La mujer interrumpe a su hija de unos 30 años, quien se explaya al contar qué es lo que pasa en Ciudad Victoria desde hace lustros: la inseguridad que padecen, el miedo de hablar sobre lo que pasa y la desconfianza sobre la información que circula con respecto a esta situación por la que transita la ciudad norteña y el estado entero.

“¡Shhh, no hables tan fuerte!”, reitera la mujer.

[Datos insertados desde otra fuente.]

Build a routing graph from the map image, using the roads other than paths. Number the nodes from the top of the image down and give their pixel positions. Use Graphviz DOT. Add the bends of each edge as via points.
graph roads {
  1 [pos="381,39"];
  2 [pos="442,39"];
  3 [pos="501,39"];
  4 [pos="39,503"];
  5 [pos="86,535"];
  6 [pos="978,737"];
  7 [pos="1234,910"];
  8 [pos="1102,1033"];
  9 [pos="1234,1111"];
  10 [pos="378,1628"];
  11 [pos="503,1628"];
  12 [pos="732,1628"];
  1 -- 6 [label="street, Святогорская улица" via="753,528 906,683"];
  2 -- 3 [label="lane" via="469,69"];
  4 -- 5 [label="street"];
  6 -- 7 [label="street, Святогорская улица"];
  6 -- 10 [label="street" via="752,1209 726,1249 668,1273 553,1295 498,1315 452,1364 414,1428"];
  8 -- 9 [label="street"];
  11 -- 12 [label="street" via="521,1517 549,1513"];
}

Clava la mirada a unos metros de su ubicación, a una jardinera aledaña ubicada en el centro de Victoria, en las inmediaciones de las instalaciones de la Universidad Autónoma de Tamaulipas en donde se encuentran dos hombres jóvenes, quietos, como esperando algo, sentados, con bicicletas recargadas en sus piernas.

Pocos minutos después se van ambos hombres, sin gran alarde, como dos transeúntes más por el centro de la localidad, son objeto por un momento de la desconfianza que puede percibirse entre los habitantes de la ciudad.

Para entonces la familia Luna, compuesta por cuatro integrantes: una pareja de abuelos, una joven madre y su pequeña niña de unos cinco años, continúan sus relatos sobre lo que consideran es una situación “insostenible” en materia de inseguridad en la ciudad.

“¡El pueblo es un cero a la izquierda!”, exclama el abuelo de la familia, quien es trabajador en la Universidad Autónoma de Tamaulipas; falta empleo, sin empleo claro que habrá delincuencia, remata el habitante de la ciudad catalogada recientemente por el Consejo Ciudadano para la Seguridad Pública y la Justicia Penal como la cuarta ciudad más violenta del mundo.

Las estadísticas señalan lo que los discursos políticos tratan de evitar y es que a Victoria, como es conocida la ciudad, capital de Tamaulipas, la aquejan diversos delitos, la mayoría con índices por arriba de lo registrado en la entidad y en el país.

La falta de oportunidades en la ciudad es un aliciente para migrar, así lo ve Alexis Martínez, un joven egresado de la Universidad de Tamaulipas, de 22 años.

Alexis, quien se graduó en la carrera de Trabajo Social, afirma que buscará migrar a Monterrey por la falta de oportunidades en su natal Victoria y es que, expresa, sólo ha conseguido trabajo en una maquiladora cercana que no tiene que ver con su profesión.

“No hay mucho aquí, la inseguridad es cosa de todos los días”.

Esta misma percepción es compartida por Fernando, un hombre entrado en los 40, quien ha decidido no dar su verdadero nombre.

Le pone fecha a la descomposición de la ciudad: fue a partir del 2009, indica, cuando la inseguridad invadió a Victoria y cuyos orígenes están, a su juicio, en la operación del Cártel del Golfo y los llamados Zetas, aunque dice, ahora hay un nuevo cártel del cual no se sabe mucho, pero cuyas operaciones ya han llegado al conocimiento de la población.

La falta de oportunidades la define de manera contundente: “No tiene caso estar trabajando para ellos”, señala con un semblante duro que reafirma con un manoteo.